AIM OF THE TASK:
Start to finish, repeat the records exactly.

RECORDS SUPPLIED:
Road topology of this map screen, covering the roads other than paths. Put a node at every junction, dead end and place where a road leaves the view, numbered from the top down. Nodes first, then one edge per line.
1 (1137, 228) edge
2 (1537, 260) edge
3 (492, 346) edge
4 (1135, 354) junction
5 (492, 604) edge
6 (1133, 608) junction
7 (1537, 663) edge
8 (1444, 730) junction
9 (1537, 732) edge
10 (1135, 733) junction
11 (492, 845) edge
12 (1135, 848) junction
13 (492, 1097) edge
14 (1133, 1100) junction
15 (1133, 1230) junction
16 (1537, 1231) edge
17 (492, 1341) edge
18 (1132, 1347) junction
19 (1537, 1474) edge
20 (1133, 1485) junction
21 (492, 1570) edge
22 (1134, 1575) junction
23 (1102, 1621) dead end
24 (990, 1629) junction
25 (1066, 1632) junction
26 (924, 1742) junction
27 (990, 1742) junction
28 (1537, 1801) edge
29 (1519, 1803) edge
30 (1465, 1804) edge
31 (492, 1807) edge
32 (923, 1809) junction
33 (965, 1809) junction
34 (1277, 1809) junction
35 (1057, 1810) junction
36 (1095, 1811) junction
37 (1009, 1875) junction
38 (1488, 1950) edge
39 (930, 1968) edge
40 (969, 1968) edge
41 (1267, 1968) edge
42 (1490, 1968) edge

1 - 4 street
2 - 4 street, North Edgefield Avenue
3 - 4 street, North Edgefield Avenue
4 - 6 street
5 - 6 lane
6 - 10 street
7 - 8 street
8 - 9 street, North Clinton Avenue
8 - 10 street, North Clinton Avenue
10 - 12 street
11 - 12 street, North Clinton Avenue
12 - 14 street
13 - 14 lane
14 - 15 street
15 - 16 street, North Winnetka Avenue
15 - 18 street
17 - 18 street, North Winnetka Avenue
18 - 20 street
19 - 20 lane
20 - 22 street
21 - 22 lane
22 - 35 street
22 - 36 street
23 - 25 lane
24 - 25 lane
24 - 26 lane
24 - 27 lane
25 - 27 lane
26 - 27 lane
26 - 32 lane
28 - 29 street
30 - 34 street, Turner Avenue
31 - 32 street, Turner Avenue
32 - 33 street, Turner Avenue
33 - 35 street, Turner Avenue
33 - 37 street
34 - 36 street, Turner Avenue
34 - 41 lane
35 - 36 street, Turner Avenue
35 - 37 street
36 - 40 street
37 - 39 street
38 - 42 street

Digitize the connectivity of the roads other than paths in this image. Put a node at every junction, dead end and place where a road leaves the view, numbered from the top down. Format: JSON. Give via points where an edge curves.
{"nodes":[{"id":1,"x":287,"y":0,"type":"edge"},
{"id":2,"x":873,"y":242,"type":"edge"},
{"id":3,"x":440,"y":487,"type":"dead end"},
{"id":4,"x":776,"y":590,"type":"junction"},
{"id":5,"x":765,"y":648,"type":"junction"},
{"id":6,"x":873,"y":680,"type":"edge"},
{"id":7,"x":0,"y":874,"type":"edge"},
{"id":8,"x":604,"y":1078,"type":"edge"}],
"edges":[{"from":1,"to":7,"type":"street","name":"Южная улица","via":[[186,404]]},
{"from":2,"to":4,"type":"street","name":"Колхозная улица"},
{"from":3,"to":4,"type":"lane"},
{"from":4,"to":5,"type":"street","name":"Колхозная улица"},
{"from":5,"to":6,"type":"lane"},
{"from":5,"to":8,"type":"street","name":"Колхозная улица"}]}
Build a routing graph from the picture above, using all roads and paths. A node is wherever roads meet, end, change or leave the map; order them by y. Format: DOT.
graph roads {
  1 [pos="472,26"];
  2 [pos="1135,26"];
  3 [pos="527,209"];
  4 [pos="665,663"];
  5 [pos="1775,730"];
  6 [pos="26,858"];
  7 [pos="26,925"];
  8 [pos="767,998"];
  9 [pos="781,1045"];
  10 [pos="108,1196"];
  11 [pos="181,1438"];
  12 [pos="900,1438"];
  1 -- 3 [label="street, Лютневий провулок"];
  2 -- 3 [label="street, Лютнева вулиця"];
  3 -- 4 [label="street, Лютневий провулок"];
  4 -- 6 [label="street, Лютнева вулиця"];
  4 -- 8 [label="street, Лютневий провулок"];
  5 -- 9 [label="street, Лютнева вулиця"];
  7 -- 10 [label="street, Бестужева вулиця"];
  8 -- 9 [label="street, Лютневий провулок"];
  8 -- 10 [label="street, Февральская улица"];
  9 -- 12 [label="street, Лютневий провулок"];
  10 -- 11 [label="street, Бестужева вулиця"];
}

EXERCISE RESULT:
Road topology of this map screen, covering the roads other than paths. Put a node at every junction, dead end and place where a road leaves the view, numbered from the top down. Nodes first, then one edge per line.
1 (1137, 228) edge
2 (1537, 260) edge
3 (492, 346) edge
4 (1135, 354) junction
5 (492, 604) edge
6 (1133, 608) junction
7 (1537, 663) edge
8 (1444, 730) junction
9 (1537, 732) edge
10 (1135, 733) junction
11 (492, 845) edge
12 (1135, 848) junction
13 (492, 1097) edge
14 (1133, 1100) junction
15 (1133, 1230) junction
16 (1537, 1231) edge
17 (492, 1341) edge
18 (1132, 1347) junction
19 (1537, 1474) edge
20 (1133, 1485) junction
21 (492, 1570) edge
22 (1134, 1575) junction
23 (1102, 1621) dead end
24 (990, 1629) junction
25 (1066, 1632) junction
26 (924, 1742) junction
27 (990, 1742) junction
28 (1537, 1801) edge
29 (1519, 1803) edge
30 (1465, 1804) edge
31 (492, 1807) edge
32 (923, 1809) junction
33 (965, 1809) junction
34 (1277, 1809) junction
35 (1057, 1810) junction
36 (1095, 1811) junction
37 (1009, 1875) junction
38 (1488, 1950) edge
39 (930, 1968) edge
40 (969, 1968) edge
41 (1267, 1968) edge
42 (1490, 1968) edge

1 - 4 street
2 - 4 street, North Edgefield Avenue
3 - 4 street, North Edgefield Avenue
4 - 6 street
5 - 6 lane
6 - 10 street
7 - 8 street
8 - 9 street, North Clinton Avenue
8 - 10 street, North Clinton Avenue
10 - 12 street
11 - 12 street, North Clinton Avenue
12 - 14 street
13 - 14 lane
14 - 15 street
15 - 16 street, North Winnetka Avenue
15 - 18 street
17 - 18 street, North Winnetka Avenue
18 - 20 street
19 - 20 lane
20 - 22 street
21 - 22 lane
22 - 35 street
22 - 36 street
23 - 25 lane
24 - 25 lane
24 - 26 lane
24 - 27 lane
25 - 27 lane
26 - 27 lane
26 - 32 lane
28 - 29 street
30 - 34 street, Turner Avenue
31 - 32 street, Turner Avenue
32 - 33 street, Turner Avenue
33 - 35 street, Turner Avenue
33 - 37 street
34 - 36 street, Turner Avenue
34 - 41 lane
35 - 36 street, Turner Avenue
35 - 37 street
36 - 40 street
37 - 39 street
38 - 42 street

Digitize the connectivity of the roads other than paths in this image. Put a node at every junction, dead end and place where a road leaves the view, numbered from the top down. Format: JSON. Give via points where an edge curves.
{"nodes":[{"id":1,"x":287,"y":0,"type":"edge"},
{"id":2,"x":873,"y":242,"type":"edge"},
{"id":3,"x":440,"y":487,"type":"dead end"},
{"id":4,"x":776,"y":590,"type":"junction"},
{"id":5,"x":765,"y":648,"type":"junction"},
{"id":6,"x":873,"y":680,"type":"edge"},
{"id":7,"x":0,"y":874,"type":"edge"},
{"id":8,"x":604,"y":1078,"type":"edge"}],
"edges":[{"from":1,"to":7,"type":"street","name":"Южная улица","via":[[186,404]]},
{"from":2,"to":4,"type":"street","name":"Колхозная улица"},
{"from":3,"to":4,"type":"lane"},
{"from":4,"to":5,"type":"street","name":"Колхозная улица"},
{"from":5,"to":6,"type":"lane"},
{"from":5,"to":8,"type":"street","name":"Колхозная улица"}]}
Build a routing graph from the picture above, using all roads and paths. A node is wherever roads meet, end, change or leave the map; order them by y. Format: DOT.
graph roads {
  1 [pos="472,26"];
  2 [pos="1135,26"];
  3 [pos="527,209"];
  4 [pos="665,663"];
  5 [pos="1775,730"];
  6 [pos="26,858"];
  7 [pos="26,925"];
  8 [pos="767,998"];
  9 [pos="781,1045"];
  10 [pos="108,1196"];
  11 [pos="181,1438"];
  12 [pos="900,1438"];
  1 -- 3 [label="street, Лютневий провулок"];
  2 -- 3 [label="street, Лютнева вулиця"];
  3 -- 4 [label="street, Лютневий провулок"];
  4 -- 6 [label="street, Лютнева вулиця"];
  4 -- 8 [label="street, Лютневий провулок"];
  5 -- 9 [label="street, Лютнева вулиця"];
  7 -- 10 [label="street, Бестужева вулиця"];
  8 -- 9 [label="street, Лютневий провулок"];
  8 -- 10 [label="street, Февральская улица"];
  9 -- 12 [label="street, Лютневий провулок"];
  10 -- 11 [label="street, Бестужева вулиця"];
}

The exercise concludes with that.